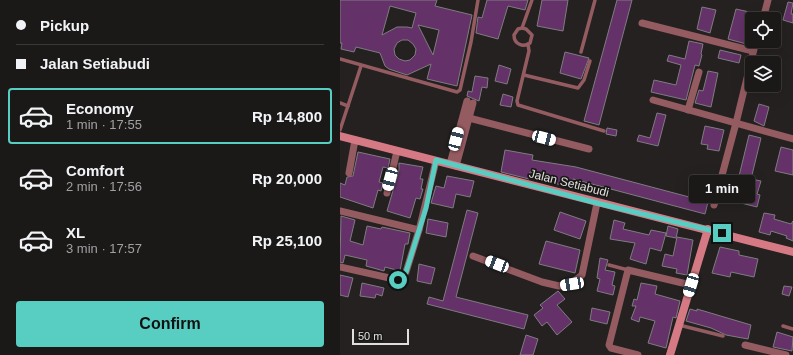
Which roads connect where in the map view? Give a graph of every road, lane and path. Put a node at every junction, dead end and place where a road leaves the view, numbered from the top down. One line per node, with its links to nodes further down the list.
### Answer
1 (478, 0): 14 (lane)
2 (532, 0): 7 (lane)
3 (595, 0): 11 (lane)
4 (768, 0): 5 (street)
5 (765, 12)
6 (642, 23): 10 (street)
7 (522, 28): 8 (lane); 8 (lane)
8 (528, 44): 16 (lane)
9 (754, 48): 10 (street)
10 (753, 51): 22 (street)
11 (581, 52)
12 (340, 59): 14 (lane)
13 (590, 61): 16 (lane)
14 (362, 66): 19 (lane)
15 (699, 72): 20 (street)
16 (524, 75): 24 (lane)
17 (653, 100): 20 (street)
18 (340, 103): 19 (lane)
19 (348, 106): 23 (lane)
20 (688, 110): 22 (street)
21 (469, 118): 28 (street); 31 (street); 31 (street)
22 (736, 123): 26 (street); 35 (street)
23 (340, 130)
24 (604, 131)
25 (340, 136): 27 (street, Jalan Setiabudi)
26 (793, 139)
27 (355, 140): 29 (street, Jalan Setiabudi); 32 (street)
28 (590, 149)
29 (398, 151): 30 (street, Jalan Setiabudi); 33 (street)
30 (436, 160): 31 (street, Jalan Setiabudi); 38 (street)
31 (453, 165): 34 (street, Jalan Setiabudi)
32 (349, 173)
33 (386, 192)
34 (597, 203): 37 (street, Jalan Setiabudi); 40 (street)
35 (714, 204)
36 (340, 211): 38 (street)
37 (708, 229): 39 (street, Jalan Setiabudi); 44 (street)
38 (419, 230): 42 (street)
39 (793, 252)
40 (473, 256)
41 (609, 265): 43 (lane)
42 (340, 267)
43 (628, 270): 44 (street); 50 (street)
44 (691, 285): 45 (street)
45 (678, 325): 48 (lane); 51 (street)
46 (783, 326): 47 (lane)
47 (793, 329)
48 (723, 336)
49 (745, 345): 52 (street)
50 (638, 355)
51 (670, 355)
52 (786, 355)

*PROBLEM*
The response consists of the data above printed line for line, with no pictures.

*ANSWER TO THE EXERCISE*
Which roads connect where in the map view? Give a graph of every road, lane and path. Put a node at every junction, dead end and place where a road leaves the view, numbered from the top down. One line per node, with its links to nodes further down the list.
### Answer
1 (478, 0): 14 (lane)
2 (532, 0): 7 (lane)
3 (595, 0): 11 (lane)
4 (768, 0): 5 (street)
5 (765, 12)
6 (642, 23): 10 (street)
7 (522, 28): 8 (lane); 8 (lane)
8 (528, 44): 16 (lane)
9 (754, 48): 10 (street)
10 (753, 51): 22 (street)
11 (581, 52)
12 (340, 59): 14 (lane)
13 (590, 61): 16 (lane)
14 (362, 66): 19 (lane)
15 (699, 72): 20 (street)
16 (524, 75): 24 (lane)
17 (653, 100): 20 (street)
18 (340, 103): 19 (lane)
19 (348, 106): 23 (lane)
20 (688, 110): 22 (street)
21 (469, 118): 28 (street); 31 (street); 31 (street)
22 (736, 123): 26 (street); 35 (street)
23 (340, 130)
24 (604, 131)
25 (340, 136): 27 (street, Jalan Setiabudi)
26 (793, 139)
27 (355, 140): 29 (street, Jalan Setiabudi); 32 (street)
28 (590, 149)
29 (398, 151): 30 (street, Jalan Setiabudi); 33 (street)
30 (436, 160): 31 (street, Jalan Setiabudi); 38 (street)
31 (453, 165): 34 (street, Jalan Setiabudi)
32 (349, 173)
33 (386, 192)
34 (597, 203): 37 (street, Jalan Setiabudi); 40 (street)
35 (714, 204)
36 (340, 211): 38 (street)
37 (708, 229): 39 (street, Jalan Setiabudi); 44 (street)
38 (419, 230): 42 (street)
39 (793, 252)
40 (473, 256)
41 (609, 265): 43 (lane)
42 (340, 267)
43 (628, 270): 44 (street); 50 (street)
44 (691, 285): 45 (street)
45 (678, 325): 48 (lane); 51 (street)
46 (783, 326): 47 (lane)
47 (793, 329)
48 (723, 336)
49 (745, 345): 52 (street)
50 (638, 355)
51 (670, 355)
52 (786, 355)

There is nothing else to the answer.